How to Parallelize Compute-Intensive pandas Operations with Modin*

Get the Latest on All Things CODE

author-image

By

Learn how Modin* helps you break through the performance bottlenecks of pandas DataFrame processing. We will show you how changing one line of code can reduce the amount of time you have to wait for data processing operations to finish, all without leaving the comfort of pandas behind.

Note All runtimes cited were measured using the same hardware, operating system, and software configuration. Details are at the end of the article.

Break the Single-core Limitation of pandas

Imagine you are writing a data preprocessing notebook using pandas, and you are not satisfied having to wait for over four minutes every time you run it. You start measuring individual stages of the workload and see a picture, like in Table 1, with 97% of the workload spent performing a single operation, such as df.groupby(), df.apply(), or df.merge().

Operation

Time (Seconds)

Share of Time

Reading and basic preprocessing

1.034

0.39%

groupby.apply(complex_aggregation)

257.630

97.78%

Prepare for fit/predict

1.736

0.66%

Fit/predict

2.645

1.00%

Interpret results

0.422

0.16%

Total

263.467

100.00%

Table 1. A breakdown of pandas processing time for processing the customer segmentation dataset. The original notebook is available on Kaggle*.

pandas operations are limited to single-core processing. Most data scientists would rather not have to take on the complexity and manual effort of partitioning and merging the data for multiple parallel tasks. Modin offers a drop-in replacement for pandas with parallel implementations of its API. Simply change your import statement to start using Modin:

Figure 1. Code changes required to use Modin to speedup data processing for the customer segmentation workload.

Operation

pandas Time (Seconds)

Modin Time (Seconds)

Reading and basic preprocessing

1.034

6.184

groupby.apply(complex_aggregation)

257.630

30.687

Prepare for fit/predict

1.736

7.444

Fit/predict

2.645

7.358

Interpret results

0.422

3.278

Total

263.467

54.951

Table 2. Measurements for the customer segmentation workload after changing the import statement from pandas to Modin (see code).

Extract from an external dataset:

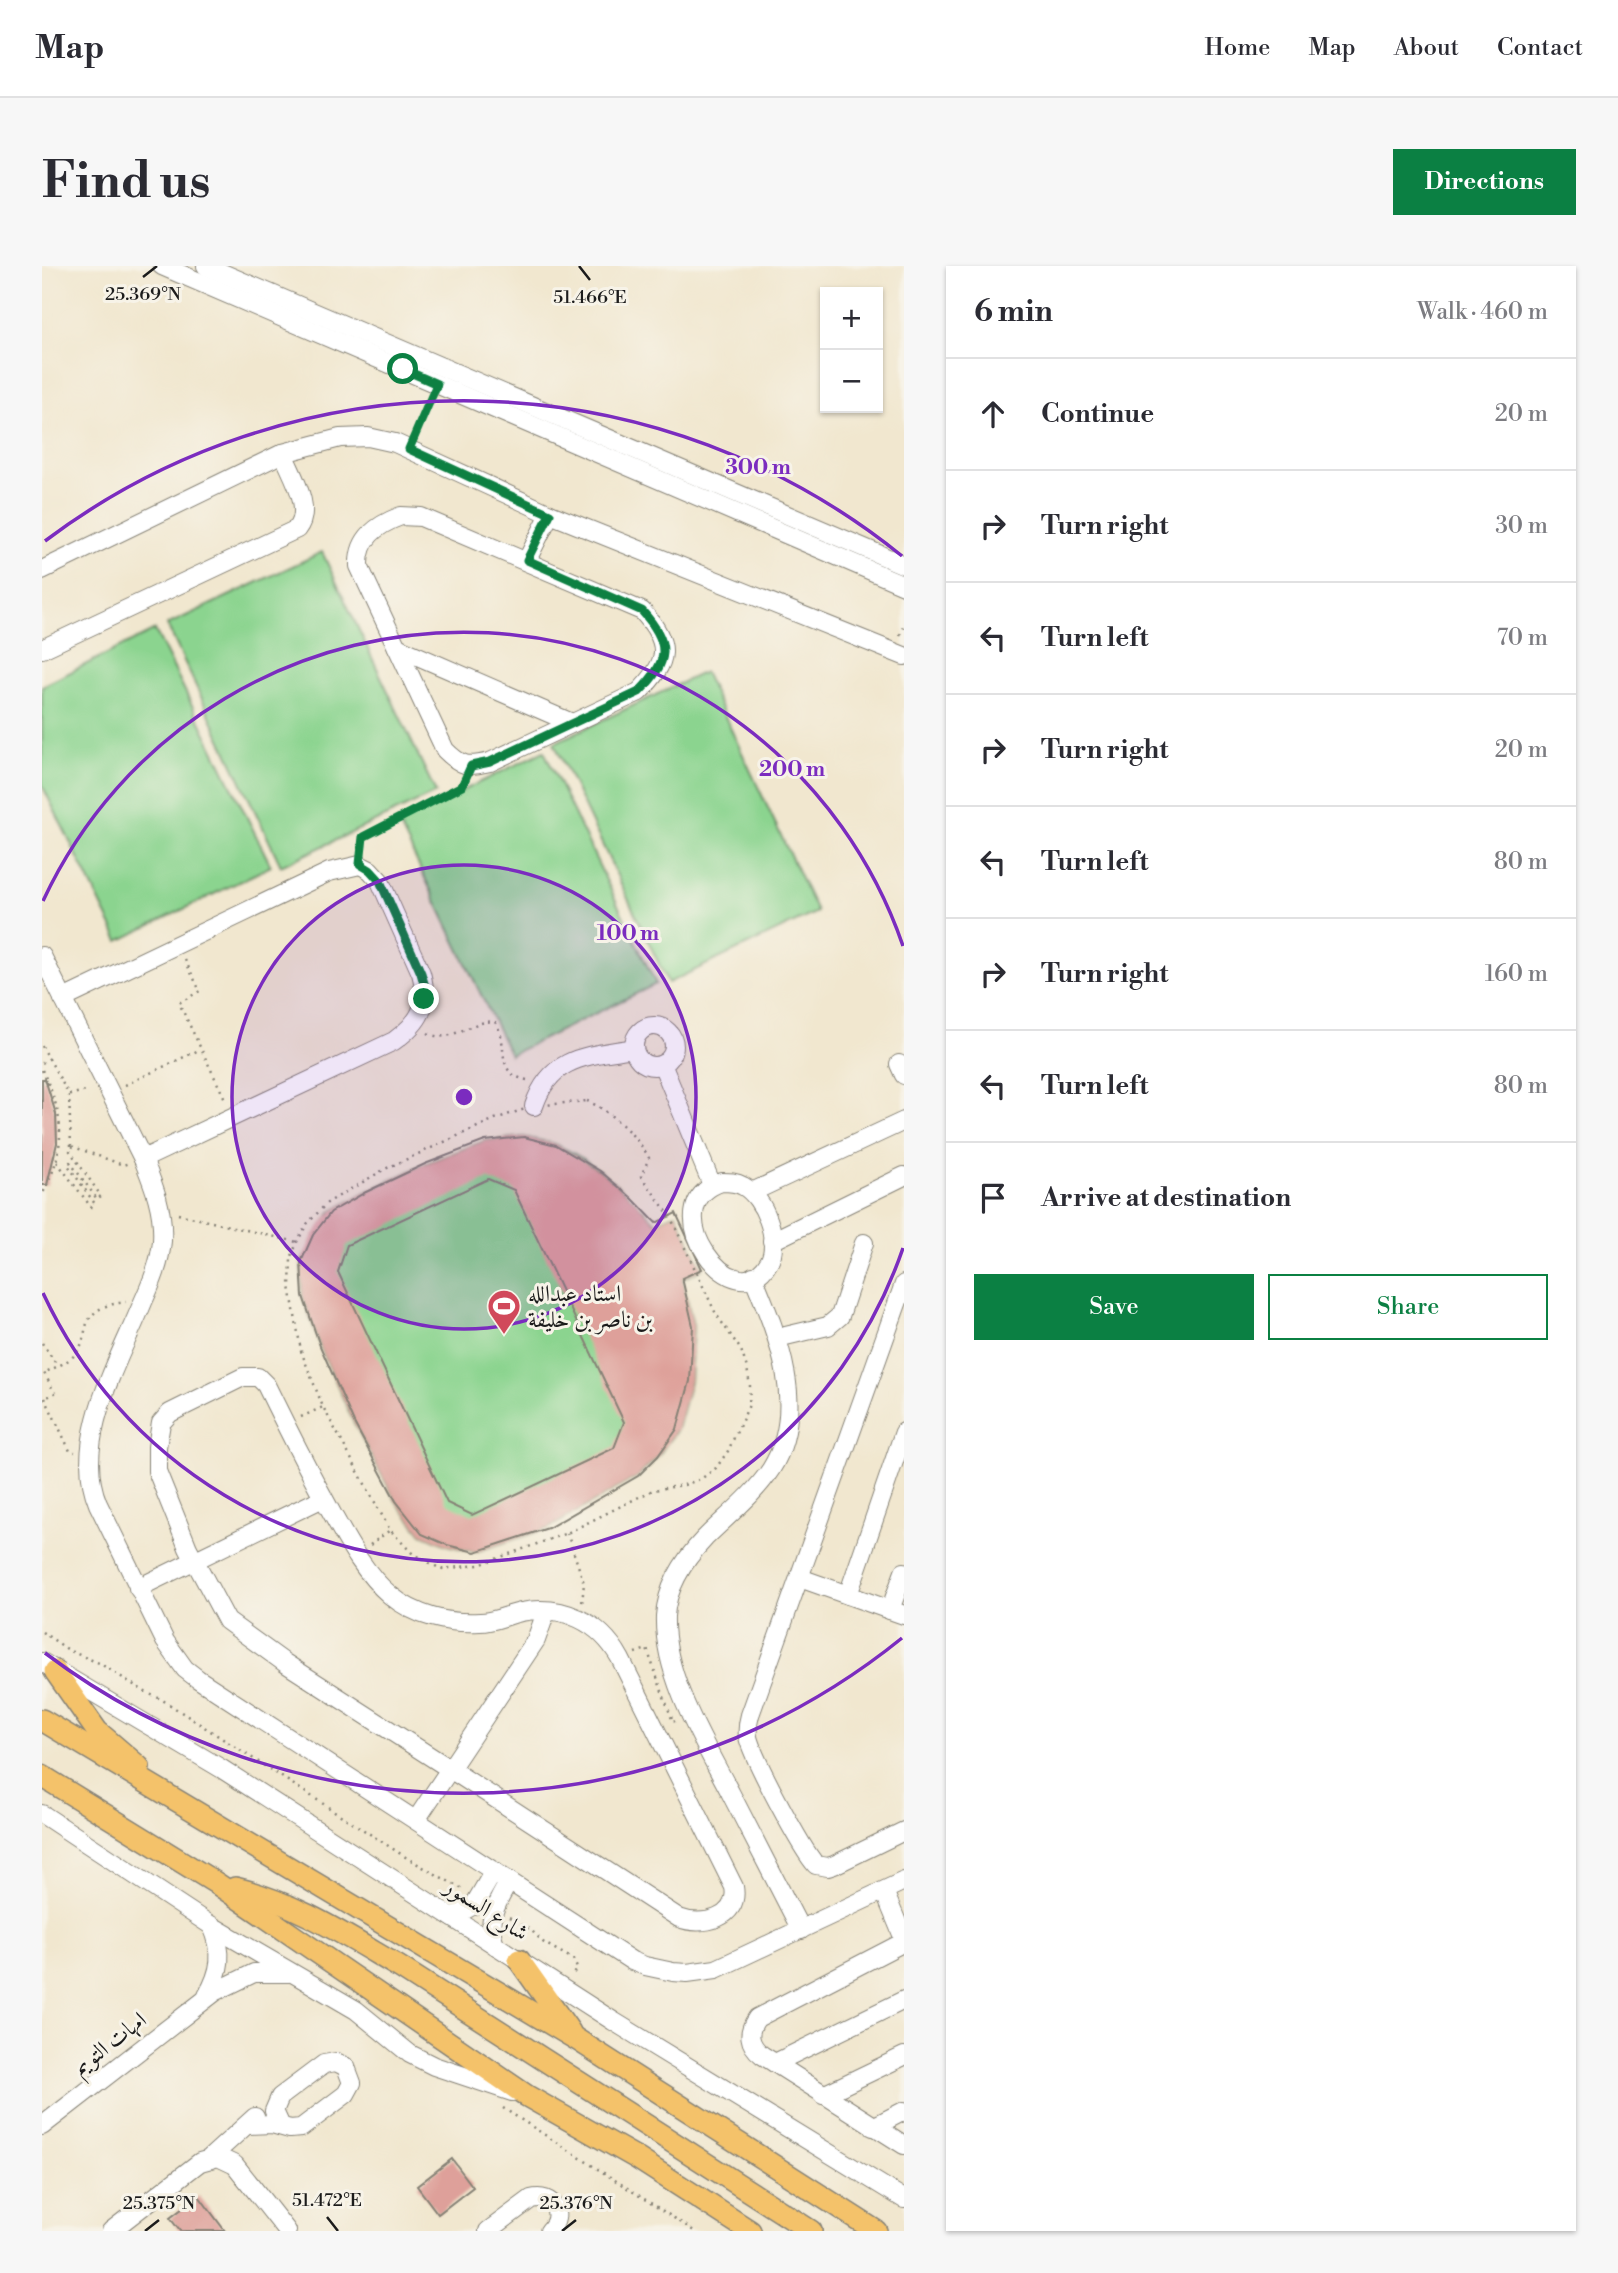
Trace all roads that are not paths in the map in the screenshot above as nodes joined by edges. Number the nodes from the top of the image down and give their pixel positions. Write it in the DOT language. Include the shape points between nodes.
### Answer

Using Modin for the same workload sped up the total turnaround time by 4.8x. This came from greatly speeding up the operation that was taking over 97% of the time in pandas. Now, instead of waiting for over four minutes every time you run this notebook, it's less than a minute. Larger datasets will result in even more time savings for you.

In comparison with other distributed DataFrame libraries, Modin covers more than 90% of the pandas API, so you typically don’t need to modify your pandas code to apply Modin. Note how Modin can process the following call to groupby even though it uses a complex custom aggregation function (see code) that was written specifically for pandas:

df_initial.groupby(["CustomerID", "StockCode"], as_index=False).apply(groupby_filtering)

Although Modin provides speedups for compute-heavy operations, it is not a magic pill that makes everything faster. As a practice-based observation, the Modin implementation of a given method works faster if the operation takes longer than five seconds in pandas. This behavior is previously shown in Table 2, where certain parts of the workflow were slower with Modin.

If you find that Modin performs worse in certain parts of your workflow, just like in our example, you can engage Modin only in the parts where it is beneficial. In our case, it is the section with the groupby.apply() call. Wrapping it into Modin objects as shown in the following code sample delivers nearly a 7x speedup for this groupby without losing time in the parts of the workflow where pandas works better:

# Do not change your import statement
import pandas as pd
...
+from modin.pandas.io import from_pandas
+
-grp = df_initial.groupby(
+grp = from_pandas(df_initial).groupby(
["CustomerID", "StockCode"], as_index=False
)
-df_cleaned = grp.apply(groupby_filtering)
+df_cleaned = grp.apply(groupby_filtering).modin.to_pandas()

Operation

pandas Time (Seconds)

Modin Time (Seconds)

Modin and pandas (Seconds)

Reading and basic preprocessing

1.034

6.184

1.034

groupby.apply(complex_aggregation)

257.630

30.687

34.979

Prepare for fit/predict

1.736

7.444

1.736

Fit/predict

2.645

7.358

2.645

Interpret results

0.422

3.278

0.422

Total

263.467

54.951

40.816

Table 3. Measurements for the customer segmentation workload, comparing pandas versus Modin to Modin and pandas.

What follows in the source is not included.